The bulk of the file format specification describes the representation of the footer bytes such that the layout tree can be reconstructed for scans.
See the Vortex File Format Specification for full details.
Layout Strategy#
The default layout strategy for Vortex files is roughly:
Struct Layout at the top-level to partition by columns
Zoned Layout to store pruning statistics for every 8k rows
Chunked Layout to partition the column into 2MB of uncompressed data
Compressor Layout to apply a compression strategy
Buffered Layout to localize up to 1MB of compressed chunks per column.
Flat Layout to serialize each individual array chunk
This strategy optimizes for analytical query patterns: column pruning avoids reading unused columns, zone statistics enable skipping irrelevant row ranges, and buffered chunks allow efficient I/O with parallel decompression. The 8k row zones and 2MB chunks balance pruning granularity against metadata overhead.
Compression Strategies#
The Vortex file format supports two compression strategies out-of-the-box.
BtrBlocks#
BtrBlocks is a paper that describes a compression technique that uses cascading lightweight compression techniques to achieve high compression ratios with fast decompression speeds.

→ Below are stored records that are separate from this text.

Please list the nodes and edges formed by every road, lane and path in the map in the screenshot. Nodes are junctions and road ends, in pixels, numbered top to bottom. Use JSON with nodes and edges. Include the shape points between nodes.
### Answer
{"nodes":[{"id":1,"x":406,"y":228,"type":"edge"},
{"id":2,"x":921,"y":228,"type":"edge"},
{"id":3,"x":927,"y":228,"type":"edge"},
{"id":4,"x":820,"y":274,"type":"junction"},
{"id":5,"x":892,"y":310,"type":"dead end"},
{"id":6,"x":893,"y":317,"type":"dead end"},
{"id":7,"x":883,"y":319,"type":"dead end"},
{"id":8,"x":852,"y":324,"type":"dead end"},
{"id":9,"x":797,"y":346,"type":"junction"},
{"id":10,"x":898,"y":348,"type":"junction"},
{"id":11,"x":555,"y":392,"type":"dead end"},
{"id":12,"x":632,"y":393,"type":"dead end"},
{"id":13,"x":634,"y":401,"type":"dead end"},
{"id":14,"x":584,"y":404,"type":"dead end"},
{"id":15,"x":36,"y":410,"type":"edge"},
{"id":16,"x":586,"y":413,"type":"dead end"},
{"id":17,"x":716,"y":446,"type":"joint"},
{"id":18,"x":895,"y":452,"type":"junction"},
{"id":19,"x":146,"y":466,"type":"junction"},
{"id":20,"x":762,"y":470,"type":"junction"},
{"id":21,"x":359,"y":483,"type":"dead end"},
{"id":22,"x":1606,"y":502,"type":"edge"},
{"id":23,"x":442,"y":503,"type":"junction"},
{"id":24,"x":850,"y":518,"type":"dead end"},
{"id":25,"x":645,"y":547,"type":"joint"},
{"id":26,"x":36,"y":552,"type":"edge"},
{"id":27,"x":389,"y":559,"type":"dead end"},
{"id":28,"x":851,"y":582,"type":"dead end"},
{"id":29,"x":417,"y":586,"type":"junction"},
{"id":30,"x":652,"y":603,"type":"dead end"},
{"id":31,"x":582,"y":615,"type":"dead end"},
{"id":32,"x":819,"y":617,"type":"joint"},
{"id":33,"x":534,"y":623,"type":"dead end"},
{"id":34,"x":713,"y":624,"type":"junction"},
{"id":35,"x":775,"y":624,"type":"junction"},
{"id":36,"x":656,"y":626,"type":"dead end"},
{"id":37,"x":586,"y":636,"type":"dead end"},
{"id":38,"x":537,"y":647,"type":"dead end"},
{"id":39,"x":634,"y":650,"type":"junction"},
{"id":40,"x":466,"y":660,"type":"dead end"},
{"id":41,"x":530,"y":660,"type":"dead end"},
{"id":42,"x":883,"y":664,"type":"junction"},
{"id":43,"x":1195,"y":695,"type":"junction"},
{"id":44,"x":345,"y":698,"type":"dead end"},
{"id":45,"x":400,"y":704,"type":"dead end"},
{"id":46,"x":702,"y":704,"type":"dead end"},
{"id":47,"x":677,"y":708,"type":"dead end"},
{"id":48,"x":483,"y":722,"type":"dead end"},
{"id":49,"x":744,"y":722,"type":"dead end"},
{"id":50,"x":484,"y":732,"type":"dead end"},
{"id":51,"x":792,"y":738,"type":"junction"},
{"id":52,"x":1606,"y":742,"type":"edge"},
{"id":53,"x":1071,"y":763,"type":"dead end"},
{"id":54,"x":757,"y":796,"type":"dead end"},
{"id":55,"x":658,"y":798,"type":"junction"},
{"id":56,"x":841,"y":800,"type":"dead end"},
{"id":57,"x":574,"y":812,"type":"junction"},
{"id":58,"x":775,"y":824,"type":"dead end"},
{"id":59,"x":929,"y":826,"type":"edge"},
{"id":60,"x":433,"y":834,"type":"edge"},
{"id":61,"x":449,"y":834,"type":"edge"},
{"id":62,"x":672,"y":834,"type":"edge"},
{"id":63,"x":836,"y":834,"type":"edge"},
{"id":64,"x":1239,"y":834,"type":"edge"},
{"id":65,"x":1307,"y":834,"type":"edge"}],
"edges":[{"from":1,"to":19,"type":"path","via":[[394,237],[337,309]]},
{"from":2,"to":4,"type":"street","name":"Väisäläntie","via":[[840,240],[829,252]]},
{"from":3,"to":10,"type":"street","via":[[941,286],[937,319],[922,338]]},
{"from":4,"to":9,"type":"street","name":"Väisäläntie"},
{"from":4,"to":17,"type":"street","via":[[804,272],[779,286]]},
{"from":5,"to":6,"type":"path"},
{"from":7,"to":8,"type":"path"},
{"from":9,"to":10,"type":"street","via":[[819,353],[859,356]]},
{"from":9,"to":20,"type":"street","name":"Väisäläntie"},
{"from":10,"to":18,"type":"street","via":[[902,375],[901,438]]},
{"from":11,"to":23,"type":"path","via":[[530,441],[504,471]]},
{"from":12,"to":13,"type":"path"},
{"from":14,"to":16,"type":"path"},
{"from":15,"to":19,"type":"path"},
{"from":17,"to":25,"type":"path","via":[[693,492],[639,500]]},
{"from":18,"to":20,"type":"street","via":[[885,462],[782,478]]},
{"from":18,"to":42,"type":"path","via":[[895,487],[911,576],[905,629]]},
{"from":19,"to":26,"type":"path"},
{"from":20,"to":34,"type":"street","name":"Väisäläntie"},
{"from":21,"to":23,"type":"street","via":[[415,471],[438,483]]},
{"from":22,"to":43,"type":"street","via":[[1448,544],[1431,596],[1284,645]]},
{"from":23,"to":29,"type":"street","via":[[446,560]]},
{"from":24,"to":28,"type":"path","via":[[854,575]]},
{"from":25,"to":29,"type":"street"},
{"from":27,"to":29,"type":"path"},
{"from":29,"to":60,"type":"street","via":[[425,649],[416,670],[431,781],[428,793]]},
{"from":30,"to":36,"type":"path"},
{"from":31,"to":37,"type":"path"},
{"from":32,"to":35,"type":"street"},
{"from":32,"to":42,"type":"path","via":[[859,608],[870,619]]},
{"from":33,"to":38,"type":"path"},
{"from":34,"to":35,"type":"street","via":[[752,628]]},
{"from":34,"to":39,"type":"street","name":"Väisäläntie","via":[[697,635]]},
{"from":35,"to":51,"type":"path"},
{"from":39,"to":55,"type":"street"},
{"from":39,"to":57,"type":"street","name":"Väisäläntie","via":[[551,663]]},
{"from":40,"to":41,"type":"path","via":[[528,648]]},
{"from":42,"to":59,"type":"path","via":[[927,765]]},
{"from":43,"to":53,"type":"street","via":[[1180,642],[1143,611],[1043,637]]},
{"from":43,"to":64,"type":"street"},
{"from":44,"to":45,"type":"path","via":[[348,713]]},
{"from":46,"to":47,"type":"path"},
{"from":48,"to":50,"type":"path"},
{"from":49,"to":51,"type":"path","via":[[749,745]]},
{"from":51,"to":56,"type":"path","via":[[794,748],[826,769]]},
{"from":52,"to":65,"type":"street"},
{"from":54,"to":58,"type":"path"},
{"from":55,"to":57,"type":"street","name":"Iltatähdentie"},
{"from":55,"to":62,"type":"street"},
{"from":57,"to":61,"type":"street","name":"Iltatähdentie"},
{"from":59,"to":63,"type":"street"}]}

The Vortex implementation is tuned to achieve a good balance of compression ratio and read performance for analytical data. For other workloads, different compression strategies may be more appropriate.
Compact#
The Compact compression strategy is a strategy that aims to minimize the size of data on disk at the expense of read performance. It uses more aggressive compression techniques that may require more CPU time to decompress.
The main encodings used by this strategy are ZStd for binary data and PCodec for numeric data.